Saved data entries:
^^^^
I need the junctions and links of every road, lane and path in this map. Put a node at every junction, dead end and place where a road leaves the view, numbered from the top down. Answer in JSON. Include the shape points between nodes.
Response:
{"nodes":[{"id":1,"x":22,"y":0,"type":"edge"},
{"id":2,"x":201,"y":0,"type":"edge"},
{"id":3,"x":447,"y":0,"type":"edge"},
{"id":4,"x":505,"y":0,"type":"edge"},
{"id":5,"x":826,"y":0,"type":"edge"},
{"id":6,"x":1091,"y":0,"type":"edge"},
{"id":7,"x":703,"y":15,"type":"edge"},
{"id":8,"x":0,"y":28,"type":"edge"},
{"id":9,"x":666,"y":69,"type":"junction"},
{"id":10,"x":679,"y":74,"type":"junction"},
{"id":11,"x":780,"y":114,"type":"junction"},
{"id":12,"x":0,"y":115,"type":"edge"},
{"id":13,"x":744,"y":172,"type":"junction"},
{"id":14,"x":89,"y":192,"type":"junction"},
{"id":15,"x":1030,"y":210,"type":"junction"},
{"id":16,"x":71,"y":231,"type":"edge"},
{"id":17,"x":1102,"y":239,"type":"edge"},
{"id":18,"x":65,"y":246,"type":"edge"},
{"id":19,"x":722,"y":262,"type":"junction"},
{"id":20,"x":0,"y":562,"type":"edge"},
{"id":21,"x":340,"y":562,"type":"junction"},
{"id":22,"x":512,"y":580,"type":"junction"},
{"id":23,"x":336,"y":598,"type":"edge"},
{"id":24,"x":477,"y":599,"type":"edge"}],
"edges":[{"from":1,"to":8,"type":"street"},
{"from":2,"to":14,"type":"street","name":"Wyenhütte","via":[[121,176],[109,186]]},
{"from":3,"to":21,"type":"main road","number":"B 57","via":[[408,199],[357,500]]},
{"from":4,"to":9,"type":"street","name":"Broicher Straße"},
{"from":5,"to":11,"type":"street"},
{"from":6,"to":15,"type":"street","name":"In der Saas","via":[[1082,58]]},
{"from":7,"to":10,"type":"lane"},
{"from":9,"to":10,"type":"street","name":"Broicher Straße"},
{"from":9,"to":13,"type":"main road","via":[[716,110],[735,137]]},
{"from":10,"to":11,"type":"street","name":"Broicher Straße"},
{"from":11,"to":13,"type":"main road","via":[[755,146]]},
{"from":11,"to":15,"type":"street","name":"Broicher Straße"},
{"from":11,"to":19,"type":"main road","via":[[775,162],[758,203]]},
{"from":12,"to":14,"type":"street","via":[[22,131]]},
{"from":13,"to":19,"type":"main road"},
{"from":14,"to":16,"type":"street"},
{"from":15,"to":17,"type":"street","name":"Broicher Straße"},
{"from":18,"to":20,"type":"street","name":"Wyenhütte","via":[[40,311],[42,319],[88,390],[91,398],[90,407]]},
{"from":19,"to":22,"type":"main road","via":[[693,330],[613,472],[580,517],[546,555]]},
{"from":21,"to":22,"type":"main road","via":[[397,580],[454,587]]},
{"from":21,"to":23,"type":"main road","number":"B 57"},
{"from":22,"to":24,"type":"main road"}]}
^^^^
▸ Aim of the task: Start to finish, restate the records above word for word.

▸ Worked solution:
I need the junctions and links of every road, lane and path in this map. Put a node at every junction, dead end and place where a road leaves the view, numbered from the top down. Answer in JSON. Include the shape points between nodes.
Response:
{"nodes":[{"id":1,"x":22,"y":0,"type":"edge"},
{"id":2,"x":201,"y":0,"type":"edge"},
{"id":3,"x":447,"y":0,"type":"edge"},
{"id":4,"x":505,"y":0,"type":"edge"},
{"id":5,"x":826,"y":0,"type":"edge"},
{"id":6,"x":1091,"y":0,"type":"edge"},
{"id":7,"x":703,"y":15,"type":"edge"},
{"id":8,"x":0,"y":28,"type":"edge"},
{"id":9,"x":666,"y":69,"type":"junction"},
{"id":10,"x":679,"y":74,"type":"junction"},
{"id":11,"x":780,"y":114,"type":"junction"},
{"id":12,"x":0,"y":115,"type":"edge"},
{"id":13,"x":744,"y":172,"type":"junction"},
{"id":14,"x":89,"y":192,"type":"junction"},
{"id":15,"x":1030,"y":210,"type":"junction"},
{"id":16,"x":71,"y":231,"type":"edge"},
{"id":17,"x":1102,"y":239,"type":"edge"},
{"id":18,"x":65,"y":246,"type":"edge"},
{"id":19,"x":722,"y":262,"type":"junction"},
{"id":20,"x":0,"y":562,"type":"edge"},
{"id":21,"x":340,"y":562,"type":"junction"},
{"id":22,"x":512,"y":580,"type":"junction"},
{"id":23,"x":336,"y":598,"type":"edge"},
{"id":24,"x":477,"y":599,"type":"edge"}],
"edges":[{"from":1,"to":8,"type":"street"},
{"from":2,"to":14,"type":"street","name":"Wyenhütte","via":[[121,176],[109,186]]},
{"from":3,"to":21,"type":"main road","number":"B 57","via":[[408,199],[357,500]]},
{"from":4,"to":9,"type":"street","name":"Broicher Straße"},
{"from":5,"to":11,"type":"street"},
{"from":6,"to":15,"type":"street","name":"In der Saas","via":[[1082,58]]},
{"from":7,"to":10,"type":"lane"},
{"from":9,"to":10,"type":"street","name":"Broicher Straße"},
{"from":9,"to":13,"type":"main road","via":[[716,110],[735,137]]},
{"from":10,"to":11,"type":"street","name":"Broicher Straße"},
{"from":11,"to":13,"type":"main road","via":[[755,146]]},
{"from":11,"to":15,"type":"street","name":"Broicher Straße"},
{"from":11,"to":19,"type":"main road","via":[[775,162],[758,203]]},
{"from":12,"to":14,"type":"street","via":[[22,131]]},
{"from":13,"to":19,"type":"main road"},
{"from":14,"to":16,"type":"street"},
{"from":15,"to":17,"type":"street","name":"Broicher Straße"},
{"from":18,"to":20,"type":"street","name":"Wyenhütte","via":[[40,311],[42,319],[88,390],[91,398],[90,407]]},
{"from":19,"to":22,"type":"main road","via":[[693,330],[613,472],[580,517],[546,555]]},
{"from":21,"to":22,"type":"main road","via":[[397,580],[454,587]]},
{"from":21,"to":23,"type":"main road","number":"B 57"},
{"from":22,"to":24,"type":"main road"}]}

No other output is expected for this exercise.